This entry is a follow up to the previous one I wrote last week titled: What’s Worth More: Online Eyeballs or Digital Media Content written right about the time the drums of war between Google and Viacom were being heard ’round the world. As the whole world knows by now, Google finally got sued over its subsidiary’s (YouTube) claimed copyright infringement of Viacom’s content. Many experts in the field had anticipated that YouTube would eventually get sued (including Google…the company set aside a couple of hundred million dollars as part of the YouTube acquisition to fight copyright infringement litigation) for allowing its users to upload video content on the site, with little to no screening of the content to make sure such content truly belongs to the user uploading “the stuff”.

What’s a kicker to me is that both Google and Viacom were rumored to be in serious negotiations to put Viacom’s content on the YouTube site, in exchange for some type of revenue guarantee by Google, just before it fell apart last week. Google is known in the search industry for paying top dollar to partners to become their exclusive provider of Web Search solutions (that includes web search and sponsored listings), see Google press release Time Warner’s AOL and Google to Expand Strategic Alliance. It’s not hard to imagine that Viacom tried to arm wrestle Google and get them to agree to some outrageous revenue guarantees in exchange for Viacom’s content.

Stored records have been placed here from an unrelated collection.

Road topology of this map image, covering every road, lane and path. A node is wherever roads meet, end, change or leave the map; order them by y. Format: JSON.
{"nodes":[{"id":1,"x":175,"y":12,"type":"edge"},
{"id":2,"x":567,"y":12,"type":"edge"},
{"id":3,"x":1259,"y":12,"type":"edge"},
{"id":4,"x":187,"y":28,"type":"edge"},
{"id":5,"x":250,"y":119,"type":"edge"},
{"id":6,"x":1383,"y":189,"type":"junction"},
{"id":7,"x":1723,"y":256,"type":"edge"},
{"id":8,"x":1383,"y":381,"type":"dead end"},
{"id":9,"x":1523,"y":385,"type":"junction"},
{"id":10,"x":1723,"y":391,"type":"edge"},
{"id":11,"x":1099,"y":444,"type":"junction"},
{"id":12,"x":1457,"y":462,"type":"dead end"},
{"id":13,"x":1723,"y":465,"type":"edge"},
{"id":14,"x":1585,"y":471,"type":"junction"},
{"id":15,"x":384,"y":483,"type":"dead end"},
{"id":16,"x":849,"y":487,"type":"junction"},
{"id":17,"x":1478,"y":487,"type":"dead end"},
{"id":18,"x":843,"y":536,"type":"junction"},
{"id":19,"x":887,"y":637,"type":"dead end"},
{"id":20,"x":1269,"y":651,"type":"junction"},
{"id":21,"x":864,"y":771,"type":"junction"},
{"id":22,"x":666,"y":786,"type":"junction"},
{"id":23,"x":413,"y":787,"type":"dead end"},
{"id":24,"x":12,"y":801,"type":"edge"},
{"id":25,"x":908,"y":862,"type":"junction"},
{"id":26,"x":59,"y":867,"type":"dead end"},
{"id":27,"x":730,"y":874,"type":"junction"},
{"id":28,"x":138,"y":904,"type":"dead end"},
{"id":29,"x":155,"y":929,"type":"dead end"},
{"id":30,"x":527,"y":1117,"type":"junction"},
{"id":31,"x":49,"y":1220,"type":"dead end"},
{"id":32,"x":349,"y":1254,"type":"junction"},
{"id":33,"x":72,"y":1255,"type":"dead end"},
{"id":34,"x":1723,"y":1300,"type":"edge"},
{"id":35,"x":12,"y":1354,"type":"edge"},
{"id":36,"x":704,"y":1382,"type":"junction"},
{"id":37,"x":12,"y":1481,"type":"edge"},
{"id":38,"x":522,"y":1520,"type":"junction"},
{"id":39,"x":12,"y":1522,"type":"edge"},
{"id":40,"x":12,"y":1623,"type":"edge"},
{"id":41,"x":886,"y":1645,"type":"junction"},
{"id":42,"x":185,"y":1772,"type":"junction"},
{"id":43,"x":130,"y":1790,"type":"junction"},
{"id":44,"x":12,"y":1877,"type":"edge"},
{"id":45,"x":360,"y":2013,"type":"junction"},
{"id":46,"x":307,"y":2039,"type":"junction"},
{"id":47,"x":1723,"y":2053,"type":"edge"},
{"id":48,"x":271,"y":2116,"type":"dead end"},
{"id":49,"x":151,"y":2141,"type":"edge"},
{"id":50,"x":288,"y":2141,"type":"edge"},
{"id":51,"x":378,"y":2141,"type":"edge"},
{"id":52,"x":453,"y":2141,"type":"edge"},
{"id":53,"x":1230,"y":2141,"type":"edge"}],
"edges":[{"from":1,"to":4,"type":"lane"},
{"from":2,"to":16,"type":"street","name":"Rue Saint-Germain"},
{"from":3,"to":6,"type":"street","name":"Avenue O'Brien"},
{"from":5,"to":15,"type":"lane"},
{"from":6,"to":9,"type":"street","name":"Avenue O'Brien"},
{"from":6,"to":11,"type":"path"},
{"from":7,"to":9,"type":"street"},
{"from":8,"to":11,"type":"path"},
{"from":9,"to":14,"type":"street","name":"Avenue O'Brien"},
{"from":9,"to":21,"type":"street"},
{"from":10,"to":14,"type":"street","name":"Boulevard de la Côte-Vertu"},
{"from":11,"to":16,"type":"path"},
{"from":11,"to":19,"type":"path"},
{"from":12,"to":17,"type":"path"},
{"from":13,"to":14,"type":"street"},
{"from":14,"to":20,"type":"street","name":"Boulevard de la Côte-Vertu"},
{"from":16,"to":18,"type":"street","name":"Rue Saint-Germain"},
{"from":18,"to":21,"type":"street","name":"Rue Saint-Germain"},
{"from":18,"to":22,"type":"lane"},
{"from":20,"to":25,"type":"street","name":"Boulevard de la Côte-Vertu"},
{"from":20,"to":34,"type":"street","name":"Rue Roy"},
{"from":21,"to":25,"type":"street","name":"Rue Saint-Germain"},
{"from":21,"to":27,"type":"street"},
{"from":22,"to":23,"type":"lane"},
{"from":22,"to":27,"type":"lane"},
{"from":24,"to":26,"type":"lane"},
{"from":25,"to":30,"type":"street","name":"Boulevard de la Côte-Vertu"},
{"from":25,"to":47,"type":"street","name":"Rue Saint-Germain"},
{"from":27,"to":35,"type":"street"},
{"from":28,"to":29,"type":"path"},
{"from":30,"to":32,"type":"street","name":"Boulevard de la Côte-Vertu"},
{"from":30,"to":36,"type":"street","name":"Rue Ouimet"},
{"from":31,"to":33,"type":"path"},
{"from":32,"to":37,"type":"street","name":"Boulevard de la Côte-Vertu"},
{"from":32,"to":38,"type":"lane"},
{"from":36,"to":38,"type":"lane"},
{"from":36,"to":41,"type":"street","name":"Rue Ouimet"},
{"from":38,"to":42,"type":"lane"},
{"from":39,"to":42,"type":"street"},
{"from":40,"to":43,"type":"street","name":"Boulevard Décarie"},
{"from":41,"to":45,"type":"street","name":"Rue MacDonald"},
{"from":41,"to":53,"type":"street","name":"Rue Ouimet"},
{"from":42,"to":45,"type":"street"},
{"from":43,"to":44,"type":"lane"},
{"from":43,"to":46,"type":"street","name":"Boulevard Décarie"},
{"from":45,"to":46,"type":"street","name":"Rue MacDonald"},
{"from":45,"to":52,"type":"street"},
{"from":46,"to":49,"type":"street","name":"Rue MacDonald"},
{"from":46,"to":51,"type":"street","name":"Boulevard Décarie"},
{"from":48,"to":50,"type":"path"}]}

If that’s how the negotiations between these two companies happened, well I don’t think Google was ready to open its wallet and sign that big fat check as they’ve done in the past. In the absence of a negotiated agreement, often times companies resort to suing other companies claiming all sorts of outrageous violations to see if one sticks in front of a judge. In the case of Viacom, I find it hard to believe a judge is going to buy their claim. Viacom’s lawyers and executive team rolled the diced to go for the big pay check. In the end, when all this mess is settled, I think they’re going to wish they had taken Google’s offer, whatever that was.